The sides have been engaged in mediation since June [see “STB grants Amtrak access …,” News Wire, June 11, 2022], but in October appeared to have reached an impasse in that effort and went back to the board. Once the board scheduled two final days of hearings for mid-November, however — and indicated it could vote on an outcome as soon as Dec. 7 — the parties sought additional mediation, leading to today’s announcement

The case has been viewed as having significance far beyond its route, as an STB ruling could set a precedent as Amtrak looks to expand corridor service elsewhere.

— Updated at 11:25 p.m. CST with additional information from filing with STB; revised and updated at 6:45 p.m. CST with STB decision and statement. Follow Trains News Wire for additional news and analysis as it becomes available.

12 thoughts on “Amtrak, freight railroads say they have a deal on Gulf Coast service (updated)

  1. Confidential ????? Amtrak and STB are public agencies that don’t keep public info secret. What sub-moron decided this deal is confidential?

  2. Reading Oberman’s response, I find myself also wondering if a change in leadership at the freight railroads, particularly CSX, is partly at play here. Mediation started before the new CSX CEO took over, but after the new one at Norfolk Southern. And the new guy at CSX seems like he understands the importance of good PR if the Santa Train reversal is any indication. As long as they can make the passenger trains work, it could still turn out positive for them. Assuming, that is, Amtrak can find any cars to run the service.

  3. If I were in Oberman’s shoes my response would be provide all the details to the public or no abeyance…end of sentence.

  4. If it involves Amtrak, it is subject to a FOIA. Sorry, that is the law.

    So dumb, CSX and NS “gave up something” they don’t want anyone else to know about. But you know darn well everyone will know exactly what the deal is when they implement it. So why the “top secret”?

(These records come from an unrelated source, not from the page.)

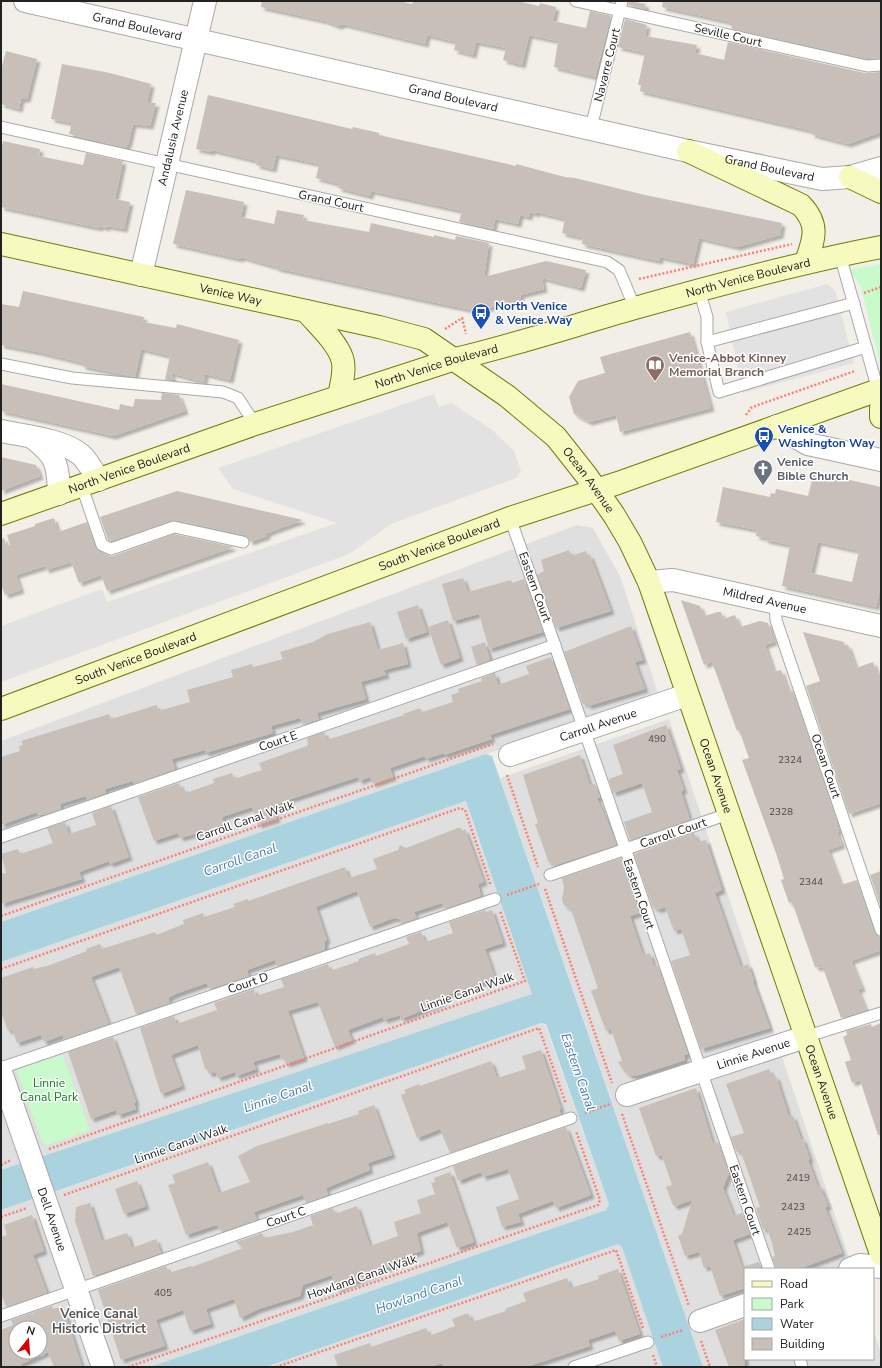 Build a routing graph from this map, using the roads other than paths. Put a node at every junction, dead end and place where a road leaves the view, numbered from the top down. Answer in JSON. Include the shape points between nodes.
{"nodes":[{"id":1,"x":25,"y":1,"type":"edge"},
{"id":2,"x":204,"y":1,"type":"edge"},
{"id":3,"x":576,"y":1,"type":"edge"},
{"id":4,"x":621,"y":6,"type":"edge"},
{"id":5,"x":195,"y":40,"type":"junction"},
{"id":6,"x":881,"y":65,"type":"edge"},
{"id":7,"x":1,"y":127,"type":"edge"},
{"id":8,"x":591,"y":128,"type":"junction"},
{"id":9,"x":688,"y":151,"type":"junction"},
{"id":10,"x":168,"y":165,"type":"junction"},
{"id":11,"x":881,"y":168,"type":"edge"},
{"id":12,"x":850,"y":177,"type":"junction"},
{"id":13,"x":881,"y":192,"type":"edge"},
{"id":14,"x":1,"y":244,"type":"edge"},
{"id":15,"x":881,"y":247,"type":"edge"},
{"id":16,"x":840,"y":255,"type":"junction"},
{"id":17,"x":806,"y":262,"type":"junction"},
{"id":18,"x":141,"y":275,"type":"junction"},
{"id":19,"x":699,"y":290,"type":"junction"},
{"id":20,"x":854,"y":303,"type":"junction"},
{"id":21,"x":635,"y":308,"type":"junction"},
{"id":22,"x":306,"y":311,"type":"junction"},
{"id":23,"x":707,"y":342,"type":"junction"},
{"id":24,"x":866,"y":347,"type":"junction"},
{"id":25,"x":454,"y":359,"type":"junction"},
{"id":26,"x":1,"y":364,"type":"edge"},
{"id":27,"x":339,"y":396,"type":"junction"},
{"id":28,"x":880,"y":396,"type":"edge"},
{"id":29,"x":881,"y":417,"type":"edge"},
{"id":30,"x":255,"y":424,"type":"junction"},
{"id":31,"x":777,"y":426,"type":"junction"},
{"id":32,"x":1,"y":431,"type":"edge"},
{"id":33,"x":33,"y":438,"type":"junction"},
{"id":34,"x":881,"y":460,"type":"edge"},
{"id":35,"x":90,"y":483,"type":"junction"},
{"id":36,"x":597,"y":490,"type":"junction"},
{"id":37,"x":59,"y":494,"type":"junction"},
{"id":38,"x":1,"y":514,"type":"edge"},
{"id":39,"x":510,"y":518,"type":"junction"},
{"id":40,"x":243,"y":542,"type":"dead end"},
{"id":41,"x":649,"y":582,"type":"junction"},
{"id":42,"x":775,"y":602,"type":"junction"},
{"id":43,"x":881,"y":626,"type":"edge"},
{"id":44,"x":555,"y":645,"type":"junction"},
{"id":45,"x":687,"y":695,"type":"junction"},
{"id":46,"x":1,"y":709,"type":"edge"},
{"id":47,"x":583,"y":730,"type":"junction"},
{"id":48,"x":502,"y":755,"type":"road end"},
{"id":49,"x":728,"y":814,"type":"junction"},
{"id":50,"x":1,"y":837,"type":"edge"},
{"id":51,"x":624,"y":850,"type":"junction"},
{"id":52,"x":546,"y":879,"type":"road end"},
{"id":53,"x":496,"y":899,"type":"road end"},
{"id":54,"x":881,"y":930,"type":"edge"},
{"id":55,"x":881,"y":1012,"type":"edge"},
{"id":56,"x":805,"y":1037,"type":"junction"},
{"id":57,"x":1,"y":1068,"type":"edge"},
{"id":58,"x":701,"y":1071,"type":"junction"},
{"id":59,"x":1,"y":1072,"type":"edge"},
{"id":60,"x":618,"y":1099,"type":"road end"},
{"id":61,"x":571,"y":1118,"type":"road end"},
{"id":62,"x":881,"y":1254,"type":"edge"},
{"id":63,"x":881,"y":1267,"type":"edge"},
{"id":64,"x":769,"y":1268,"type":"edge"},
{"id":65,"x":852,"y":1268,"type":"edge"},
{"id":66,"x":75,"y":1290,"type":"junction"},
{"id":67,"x":744,"y":1305,"type":"edge"},
{"id":68,"x":1,"y":1316,"type":"edge"},
{"id":69,"x":695,"y":1325,"type":"road end"},
{"id":70,"x":648,"y":1342,"type":"road end"},
{"id":71,"x":103,"y":1367,"type":"edge"},
{"id":72,"x":574,"y":1367,"type":"edge"}],
"edges":[{"from":1,"to":5,"type":"street","name":"Grand Boulevard"},
{"from":2,"to":5,"type":"street","name":"Andalusia Avenue"},
{"from":3,"to":4,"type":"lane","name":"Seville Court"},
{"from":4,"to":6,"type":"lane","name":"Seville Court","via":[[867,66]]},
{"from":4,"to":8,"type":"lane","name":"Navarre Court"},
{"from":5,"to":8,"type":"street","name":"Grand Boulevard"},
{"from":5,"to":10,"type":"street","name":"Andalusia Avenue"},
{"from":7,"to":10,"type":"lane","name":"Grand Court"},
{"from":8,"to":9,"type":"street","name":"Grand Boulevard"},
{"from":9,"to":12,"type":"street","name":"Grand Boulevard","via":[[822,179]]},
{"from":9,"to":17,"type":"main road","via":[[801,205],[810,214],[814,229],[814,238]]},
{"from":10,"to":18,"type":"street","name":"Andalusia Avenue"},
{"from":10,"to":21,"type":"lane","name":"Grand Court","via":[[607,262],[619,270]]},
{"from":11,"to":12,"type":"street","name":"Grand Boulevard"},
{"from":12,"to":13,"type":"main road"},
{"from":14,"to":18,"type":"main road","name":"Venice Way"},
{"from":15,"to":16,"type":"main road","name":"North Venice Boulevard"},
{"from":16,"to":17,"type":"main road","name":"North Venice Boulevard"},
{"from":16,"to":20,"type":"lane"},
{"from":17,"to":19,"type":"main road","name":"North Venice Boulevard"},
{"from":18,"to":22,"type":"main road","name":"Venice Way"},
{"from":19,"to":21,"type":"main road","name":"North Venice Boulevard"},
{"from":19,"to":23,"type":"lane","via":[[707,317]]},
{"from":20,"to":23,"type":"lane"},
{"from":20,"to":24,"type":"lane"},
{"from":21,"to":25,"type":"main road","name":"North Venice Boulevard"},
{"from":22,"to":25,"type":"main road","name":"Venice Way","via":[[424,339]]},
{"from":22,"to":27,"type":"main road","via":[[342,359],[343,372]]},
{"from":23,"to":24,"type":"lane","via":[[719,392]]},
{"from":24,"to":28,"type":"lane"},
{"from":25,"to":27,"type":"main road","name":"North Venice Boulevard"},
{"from":25,"to":36,"type":"main road","name":"Ocean Avenue","via":[[507,396],[551,433]]},
{"from":26,"to":30,"type":"lane","via":[[72,378],[223,392],[238,398]]},
{"from":27,"to":30,"type":"main road","name":"North Venice Boulevard"},
{"from":28,"to":29,"type":"main road"},
{"from":28,"to":31,"type":"main road","name":"South Venice Boulevard"},
{"from":30,"to":35,"type":"main road","name":"North Venice Boulevard"},
{"from":31,"to":34,"type":"street","via":[[808,444]]},
{"from":31,"to":36,"type":"main road","name":"South Venice Boulevard"},
{"from":32,"to":33,"type":"street"},
{"from":33,"to":35,"type":"street","via":[[72,448],[82,456]]},
{"from":33,"to":37,"type":"street","via":[[47,448],[56,463]]},
{"from":35,"to":37,"type":"main road","name":"North Venice Boulevard"},
{"from":35,"to":40,"type":"lane","via":[[92,520],[105,548],[111,549],[174,527]]},
{"from":36,"to":39,"type":"main road","name":"South Venice Boulevard"},
{"from":36,"to":41,"type":"main road","name":"Ocean Avenue","via":[[630,542]]},
{"from":37,"to":38,"type":"main road","name":"North Venice Boulevard"},
{"from":39,"to":44,"type":"lane","name":"Eastern Court"},
{"from":39,"to":46,"type":"main road","name":"South Venice Boulevard"},
{"from":41,"to":42,"type":"street","name":"Mildred Avenue","via":[[673,580]]},
{"from":41,"to":45,"type":"main road","name":"Ocean Avenue"},
{"from":42,"to":43,"type":"street","name":"Mildred Avenue"},
{"from":42,"to":54,"type":"lane","name":"Ocean Court","via":[[776,620]]},
{"from":44,"to":47,"type":"lane","name":"Eastern Court"},
{"from":44,"to":50,"type":"lane","name":"Court E"},
{"from":45,"to":47,"type":"street","name":"Carroll Avenue"},
{"from":45,"to":49,"type":"main road","name":"Ocean Avenue"},
{"from":47,"to":48,"type":"street","name":"Carroll Avenue"},
{"from":47,"to":51,"type":"lane","name":"Eastern Court"},
{"from":49,"to":51,"type":"lane","name":"Carroll Court"},
{"from":49,"to":56,"type":"main road","name":"Ocean Avenue"},
{"from":51,"to":52,"type":"lane","name":"Carroll Court"},
{"from":51,"to":58,"type":"lane","name":"Eastern Court"},
{"from":53,"to":57,"type":"lane","name":"Court D"},
{"from":55,"to":56,"type":"lane","name":"Linnie Avenue"},
{"from":56,"to":58,"type":"street","name":"Linnie Avenue"},
{"from":56,"to":62,"type":"main road","name":"Ocean Avenue"},
{"from":58,"to":60,"type":"street","name":"Linnie Avenue"},
{"from":58,"to":64,"type":"lane","name":"Eastern Court"},
{"from":59,"to":66,"type":"street","name":"Dell Avenue"},
{"from":61,"to":66,"type":"lane","name":"Court C"},
{"from":63,"to":65,"type":"street","via":[[860,1265]]},
{"from":66,"to":68,"type":"lane","name":"Court C"},
{"from":66,"to":71,"type":"street","name":"Dell Avenue"},
{"from":67,"to":69,"type":"street"},
{"from":70,"to":72,"type":"lane"}]}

  5. As noted, tough to get excited without any details and you won’t know until half way through next year. I doubt Amtrak will get much bang for its buck/taxpayers dollars in order to get passenger service to Mobile where as CSX & ports along this route will gain a significant investment

    In some ways, was hoping the Gulf Coast extension died on the grapevine and maybe Amtrak/Louisiana would put some effort in future extension of the proposed New Orleans to Baton Rogue service further north to Shreveport, LA & eventually tie up with Texas Eagle. It would also setup another north south option between Chicago to New Orleans via Little Rock & St. Louis. Not to mention the fact that you could also start up a direct Dallas/Fort Worth to New Orleans service.

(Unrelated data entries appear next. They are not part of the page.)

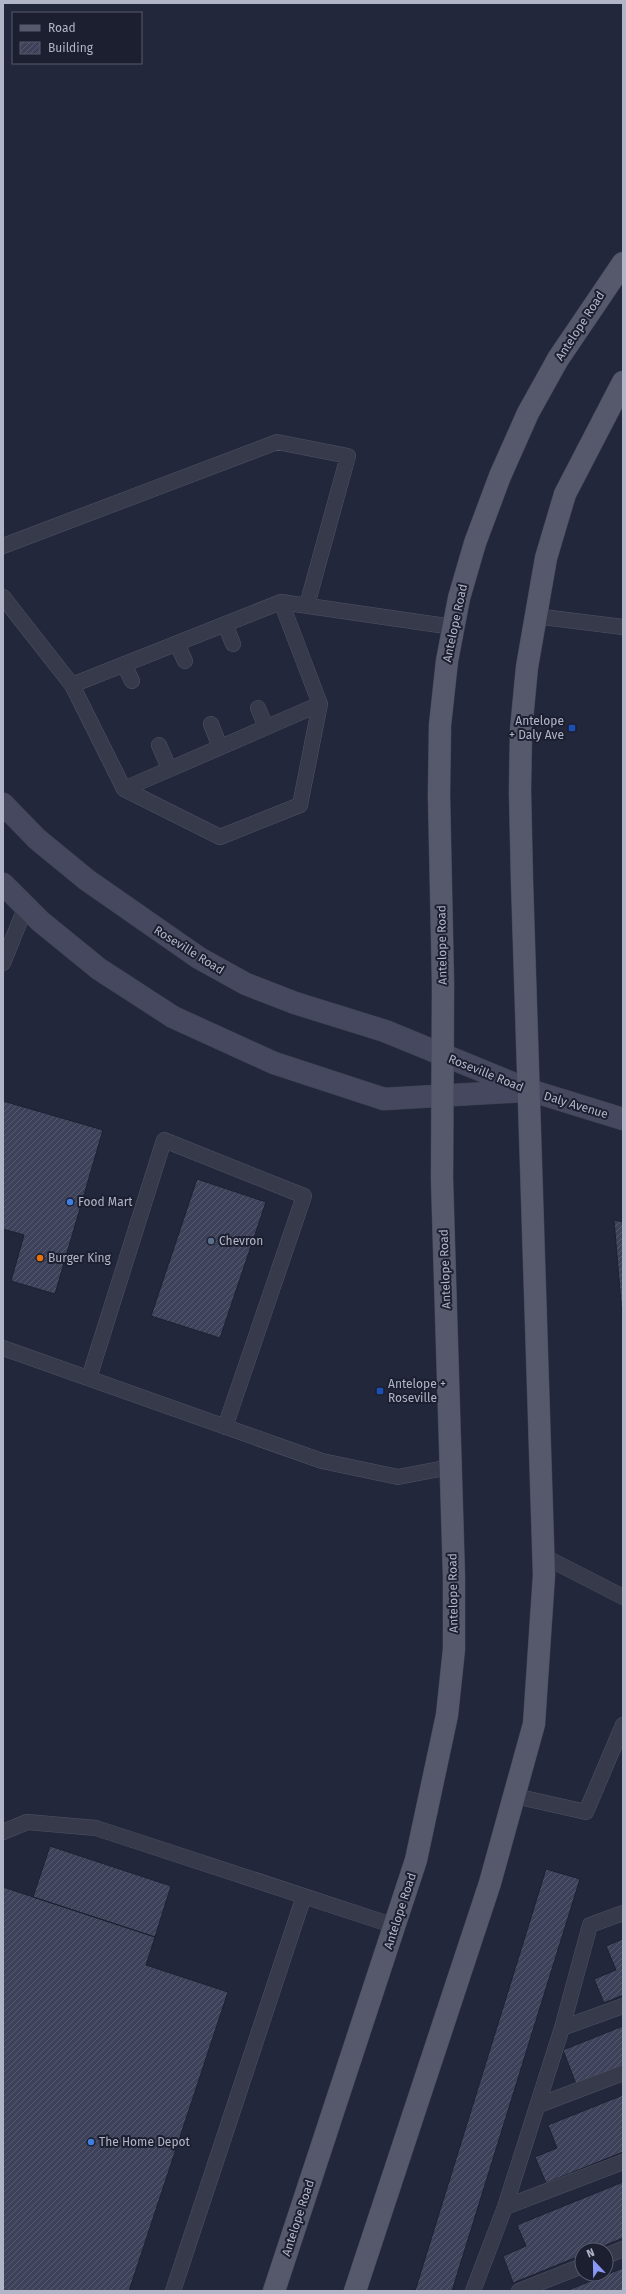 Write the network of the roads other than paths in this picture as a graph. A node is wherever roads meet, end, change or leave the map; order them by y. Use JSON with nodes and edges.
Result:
{"nodes":[{"id":1,"x":623,"y":262,"type":"edge"},
{"id":2,"x":623,"y":382,"type":"edge"},
{"id":3,"x":3,"y":546,"type":"edge"},
{"id":4,"x":3,"y":596,"type":"edge"},
{"id":5,"x":281,"y":602,"type":"junction"},
{"id":6,"x":307,"y":606,"type":"junction"},
{"id":7,"x":535,"y":616,"type":"junction"},
{"id":8,"x":225,"y":624,"type":"junction"},
{"id":9,"x":453,"y":627,"type":"junction"},
{"id":10,"x":623,"y":627,"type":"edge"},
{"id":11,"x":177,"y":644,"type":"junction"},
{"id":12,"x":233,"y":644,"type":"dead end"},
{"id":13,"x":184,"y":661,"type":"dead end"},
{"id":14,"x":124,"y":664,"type":"junction"},
{"id":15,"x":132,"y":681,"type":"dead end"},
{"id":16,"x":72,"y":685,"type":"junction"},
{"id":17,"x":320,"y":704,"type":"junction"},
{"id":18,"x":258,"y":708,"type":"dead end"},
{"id":19,"x":211,"y":724,"type":"dead end"},
{"id":20,"x":266,"y":728,"type":"junction"},
{"id":21,"x":159,"y":745,"type":"dead end"},
{"id":22,"x":220,"y":747,"type":"junction"},
{"id":23,"x":169,"y":768,"type":"junction"},
{"id":24,"x":124,"y":789,"type":"junction"},
{"id":25,"x":3,"y":804,"type":"edge"},
{"id":26,"x":3,"y":884,"type":"edge"},
{"id":27,"x":26,"y":906,"type":"junction"},
{"id":28,"x":3,"y":963,"type":"edge"},
{"id":29,"x":443,"y":1055,"type":"junction"},
{"id":30,"x":529,"y":1090,"type":"junction"},
{"id":31,"x":443,"y":1095,"type":"junction"},
{"id":32,"x":623,"y":1119,"type":"edge"},
{"id":33,"x":3,"y":1348,"type":"edge"},
{"id":34,"x":89,"y":1378,"type":"junction"},
{"id":35,"x":225,"y":1427,"type":"junction"},
{"id":36,"x":450,"y":1467,"type":"junction"},
{"id":37,"x":543,"y":1556,"type":"junction"},
{"id":38,"x":621,"y":1592,"type":"edge"},
{"id":39,"x":623,"y":1725,"type":"edge"},
{"id":40,"x":515,"y":1796,"type":"junction"},
{"id":41,"x":3,"y":1832,"type":"edge"},
{"id":42,"x":304,"y":1896,"type":"junction"},
{"id":43,"x":623,"y":1913,"type":"edge"},
{"id":44,"x":395,"y":1926,"type":"junction"},
{"id":45,"x":623,"y":2006,"type":"edge"},
{"id":46,"x":562,"y":2028,"type":"junction"},
{"id":47,"x":623,"y":2073,"type":"edge"},
{"id":48,"x":539,"y":2105,"type":"junction"},
{"id":49,"x":623,"y":2162,"type":"edge"},
{"id":50,"x":505,"y":2207,"type":"junction"},
{"id":51,"x":574,"y":2269,"type":"edge"},
{"id":52,"x":173,"y":2291,"type":"edge"},
{"id":53,"x":274,"y":2291,"type":"edge"},
{"id":54,"x":355,"y":2291,"type":"edge"},
{"id":55,"x":474,"y":2291,"type":"edge"},
{"id":56,"x":519,"y":2291,"type":"edge"}],
"edges":[{"from":1,"to":9,"type":"main road","name":"Antelope Road"},
{"from":2,"to":7,"type":"main road"},
{"from":3,"to":6,"type":"lane"},
{"from":4,"to":16,"type":"lane"},
{"from":5,"to":6,"type":"lane"},
{"from":5,"to":8,"type":"lane"},
{"from":5,"to":17,"type":"lane"},
{"from":6,"to":9,"type":"lane"},
{"from":7,"to":10,"type":"lane"},
{"from":7,"to":30,"type":"main road"},
{"from":8,"to":11,"type":"lane"},
{"from":8,"to":12,"type":"lane"},
{"from":9,"to":29,"type":"main road","name":"Antelope Road"},
{"from":11,"to":13,"type":"lane"},
{"from":11,"to":14,"type":"lane"},
{"from":14,"to":15,"type":"lane"},
{"from":14,"to":16,"type":"lane"},
{"from":16,"to":24,"type":"lane"},
{"from":17,"to":20,"type":"lane"},
{"from":17,"to":24,"type":"lane"},
{"from":18,"to":20,"type":"lane"},
{"from":19,"to":22,"type":"lane"},
{"from":20,"to":22,"type":"lane"},
{"from":21,"to":23,"type":"lane"},
{"from":22,"to":23,"type":"lane"},
{"from":23,"to":24,"type":"lane"},
{"from":25,"to":29,"type":"main road","name":"Roseville Road"},
{"from":26,"to":27,"type":"main road","name":"Roseville Road"},
{"from":27,"to":28,"type":"lane"},
{"from":27,"to":31,"type":"main road","name":"Roseville Road"},
{"from":29,"to":30,"type":"main road","name":"Roseville Road"},
{"from":29,"to":31,"type":"main road","name":"Antelope Road"},
{"from":30,"to":31,"type":"main road","name":"Roseville Road"},
{"from":30,"to":32,"type":"main road","name":"Daly Avenue"},
{"from":30,"to":37,"type":"main road"},
{"from":31,"to":36,"type":"main road","name":"Antelope Road"},
{"from":33,"to":34,"type":"lane"},
{"from":34,"to":35,"type":"lane"},
{"from":34,"to":35,"type":"lane"},
{"from":35,"to":36,"type":"lane"},
{"from":36,"to":44,"type":"main road","name":"Antelope Road"},
{"from":37,"to":38,"type":"lane"},
{"from":37,"to":40,"type":"main road"},
{"from":39,"to":40,"type":"lane"},
{"from":40,"to":54,"type":"main road"},
{"from":41,"to":42,"type":"lane"},
{"from":42,"to":44,"type":"lane"},
{"from":42,"to":52,"type":"lane"},
{"from":43,"to":46,"type":"lane"},
{"from":44,"to":53,"type":"main road","name":"Antelope Road"},
{"from":45,"to":46,"type":"lane"},
{"from":46,"to":48,"type":"lane"},
{"from":47,"to":48,"type":"lane"},
{"from":48,"to":50,"type":"lane"},
{"from":49,"to":50,"type":"lane"},
{"from":50,"to":55,"type":"lane"},
{"from":51,"to":56,"type":"lane"}]}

  6. All of the above are cogent feelings that nothing will have happened by June next year. Amtrak has no equipment without scarfing it from somewhere else. (re Silver Star reduced for Silver Meteor). None of the railroads have enough manpower available to derange what they appear barely able to do reliably now.
    But….. by aprox next June the infrastructure (billions?) money from this year’s legislation may start to be available in large enough quantities to attract attention to a project that would get large publicity, get great props for local and state and Fed politicians, and settle with widespread credits a long and involved case before the Board.

  7. A textbook example of the “devil is in the details”!

    Three years ago, I would have been more optimistic. How long will it take to build the agreed upon improvements? Will the environmental review process be the next monkey wrench / delay tactic in the process?

    Hopefully , by the time the infrastructure improvements are built, Amtrak will have hired and trained enough employees to staff and service the two additional trains, and will have either acquired, or repaired and returned to service enough coaches to actually operate them.

  8. To my ear the barn door is still open, and June 30, 2023 sounds like a stall to be followed by another stall. If I were the STB, I had better be satisfied that this was not the case, before I held anything in abeyance.

  9. The public deserves better than a 100% confidential agreement when taxpayers are paying for Amtrak and funds the ports in whole or in part

    1. The details remain cloistered until the conditions are met signatures are given and ink actually dry.